Итак, Аристотель религиозен, но божеством для него является Ум, управляющий космосом. Поэтому при построении системы своей философии он ни в какой религии не нуждается.
Теперь мы можем попробовать подвести и общий итог философии Аристотеля в целом, поскольку основные начала этой философии нами уже сформулированы. Бросая такой общий взгляд на философию Аристотеля, нельзя не надивиться ее своеобразию и яркой совмещенности того, что обычно у философов излагается слишком раздельно.

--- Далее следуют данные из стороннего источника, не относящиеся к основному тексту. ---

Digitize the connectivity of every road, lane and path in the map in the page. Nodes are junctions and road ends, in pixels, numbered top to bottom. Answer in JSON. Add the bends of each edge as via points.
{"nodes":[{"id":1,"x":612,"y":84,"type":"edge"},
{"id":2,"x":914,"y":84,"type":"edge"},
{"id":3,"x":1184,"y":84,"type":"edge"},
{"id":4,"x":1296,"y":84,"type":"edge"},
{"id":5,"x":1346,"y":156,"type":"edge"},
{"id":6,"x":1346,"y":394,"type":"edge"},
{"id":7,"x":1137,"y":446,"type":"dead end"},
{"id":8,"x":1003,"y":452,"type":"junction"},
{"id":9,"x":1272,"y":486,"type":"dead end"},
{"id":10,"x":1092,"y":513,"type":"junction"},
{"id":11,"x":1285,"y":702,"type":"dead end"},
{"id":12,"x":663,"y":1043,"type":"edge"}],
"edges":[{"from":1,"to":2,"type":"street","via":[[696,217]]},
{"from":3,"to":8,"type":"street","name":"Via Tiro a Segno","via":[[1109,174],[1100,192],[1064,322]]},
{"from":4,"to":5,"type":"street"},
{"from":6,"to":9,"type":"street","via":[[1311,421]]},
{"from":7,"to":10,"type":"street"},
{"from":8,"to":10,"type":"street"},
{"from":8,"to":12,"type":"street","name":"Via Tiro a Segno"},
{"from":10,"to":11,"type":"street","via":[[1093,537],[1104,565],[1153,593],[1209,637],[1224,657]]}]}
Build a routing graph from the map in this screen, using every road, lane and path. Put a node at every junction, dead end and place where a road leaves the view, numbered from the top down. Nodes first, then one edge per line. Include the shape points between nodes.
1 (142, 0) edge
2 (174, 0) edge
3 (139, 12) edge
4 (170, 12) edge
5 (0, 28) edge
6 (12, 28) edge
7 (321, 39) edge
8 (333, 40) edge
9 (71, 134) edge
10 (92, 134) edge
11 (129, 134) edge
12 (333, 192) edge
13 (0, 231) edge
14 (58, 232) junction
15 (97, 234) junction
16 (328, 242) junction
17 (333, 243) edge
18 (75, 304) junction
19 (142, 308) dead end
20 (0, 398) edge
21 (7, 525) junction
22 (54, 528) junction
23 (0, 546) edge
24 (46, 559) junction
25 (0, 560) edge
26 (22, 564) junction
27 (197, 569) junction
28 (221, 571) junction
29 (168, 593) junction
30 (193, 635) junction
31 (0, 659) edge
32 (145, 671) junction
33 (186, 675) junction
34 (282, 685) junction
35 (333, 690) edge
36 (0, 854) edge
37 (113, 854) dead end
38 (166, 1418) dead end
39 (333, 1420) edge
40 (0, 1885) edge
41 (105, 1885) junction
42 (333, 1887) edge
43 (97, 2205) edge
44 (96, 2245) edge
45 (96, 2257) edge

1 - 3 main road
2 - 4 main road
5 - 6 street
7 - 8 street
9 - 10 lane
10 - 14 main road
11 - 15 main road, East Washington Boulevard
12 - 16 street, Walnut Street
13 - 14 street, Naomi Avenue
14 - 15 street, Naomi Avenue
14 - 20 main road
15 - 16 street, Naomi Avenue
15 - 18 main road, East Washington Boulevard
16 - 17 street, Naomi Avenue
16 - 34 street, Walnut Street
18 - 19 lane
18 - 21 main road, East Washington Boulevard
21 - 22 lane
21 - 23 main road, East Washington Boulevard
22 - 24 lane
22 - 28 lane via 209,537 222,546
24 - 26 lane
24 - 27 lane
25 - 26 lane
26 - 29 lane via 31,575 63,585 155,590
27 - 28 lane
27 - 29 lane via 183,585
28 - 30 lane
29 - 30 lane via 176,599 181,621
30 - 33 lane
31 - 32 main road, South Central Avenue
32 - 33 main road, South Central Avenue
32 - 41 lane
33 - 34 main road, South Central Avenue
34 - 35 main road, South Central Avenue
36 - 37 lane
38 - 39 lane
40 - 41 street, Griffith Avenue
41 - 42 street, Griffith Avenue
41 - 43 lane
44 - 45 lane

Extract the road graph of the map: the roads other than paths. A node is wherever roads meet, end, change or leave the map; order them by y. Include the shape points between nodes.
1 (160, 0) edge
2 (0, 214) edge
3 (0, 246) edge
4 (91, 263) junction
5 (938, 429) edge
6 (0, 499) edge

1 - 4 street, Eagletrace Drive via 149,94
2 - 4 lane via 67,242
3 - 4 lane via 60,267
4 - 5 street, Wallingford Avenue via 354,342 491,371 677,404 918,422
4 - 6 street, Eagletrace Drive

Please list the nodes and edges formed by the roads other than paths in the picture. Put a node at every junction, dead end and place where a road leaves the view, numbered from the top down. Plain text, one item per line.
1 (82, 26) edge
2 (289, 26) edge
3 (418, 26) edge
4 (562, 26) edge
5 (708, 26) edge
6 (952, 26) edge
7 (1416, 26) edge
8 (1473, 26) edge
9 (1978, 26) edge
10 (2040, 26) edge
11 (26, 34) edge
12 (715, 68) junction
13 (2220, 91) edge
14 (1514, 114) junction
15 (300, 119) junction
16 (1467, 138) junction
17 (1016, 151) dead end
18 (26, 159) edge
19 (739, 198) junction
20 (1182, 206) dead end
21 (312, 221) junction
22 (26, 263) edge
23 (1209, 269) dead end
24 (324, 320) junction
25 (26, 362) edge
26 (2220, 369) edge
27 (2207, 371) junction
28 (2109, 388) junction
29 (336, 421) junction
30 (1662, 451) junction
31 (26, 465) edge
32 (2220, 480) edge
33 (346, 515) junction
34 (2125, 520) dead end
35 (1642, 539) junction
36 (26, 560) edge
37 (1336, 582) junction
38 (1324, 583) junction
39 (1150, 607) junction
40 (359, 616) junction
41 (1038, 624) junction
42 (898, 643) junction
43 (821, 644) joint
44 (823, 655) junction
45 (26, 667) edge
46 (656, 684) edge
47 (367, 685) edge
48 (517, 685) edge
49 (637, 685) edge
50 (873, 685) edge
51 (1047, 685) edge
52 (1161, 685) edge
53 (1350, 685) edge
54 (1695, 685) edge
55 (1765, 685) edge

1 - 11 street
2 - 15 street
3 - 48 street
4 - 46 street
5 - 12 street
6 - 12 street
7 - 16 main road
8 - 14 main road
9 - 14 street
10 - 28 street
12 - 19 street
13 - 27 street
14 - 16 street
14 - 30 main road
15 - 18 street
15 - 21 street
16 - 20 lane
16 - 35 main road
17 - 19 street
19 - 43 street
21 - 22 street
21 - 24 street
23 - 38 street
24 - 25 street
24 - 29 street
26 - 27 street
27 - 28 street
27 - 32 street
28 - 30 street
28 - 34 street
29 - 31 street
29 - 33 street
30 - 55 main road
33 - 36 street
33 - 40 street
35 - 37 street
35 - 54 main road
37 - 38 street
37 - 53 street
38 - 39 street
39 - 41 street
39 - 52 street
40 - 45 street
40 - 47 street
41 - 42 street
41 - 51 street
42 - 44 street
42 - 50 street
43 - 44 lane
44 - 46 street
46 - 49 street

Если начать говорить, например, о материи, то у Аристотеля вовсе нет такой материи, которая была бы бесформенной грудой неизвестно чего. Она вся проникнута и жизнью, и умом, так что жизнь и смысл даже трудно отделить у Аристотеля друг от друга. Аристотель бесконечно всматривается в эту оживленную материю, и он бесконечно рад находить в ней мельчайшие подробности в их живом соотнесении. Аристотель писал целые трактаты, посвященные, например, анатомии и физиологии животного мира, в которых он с детской наивностью и с большим удовольствием для себя старается уловить и формулировать безграничные детали жизненного процесса.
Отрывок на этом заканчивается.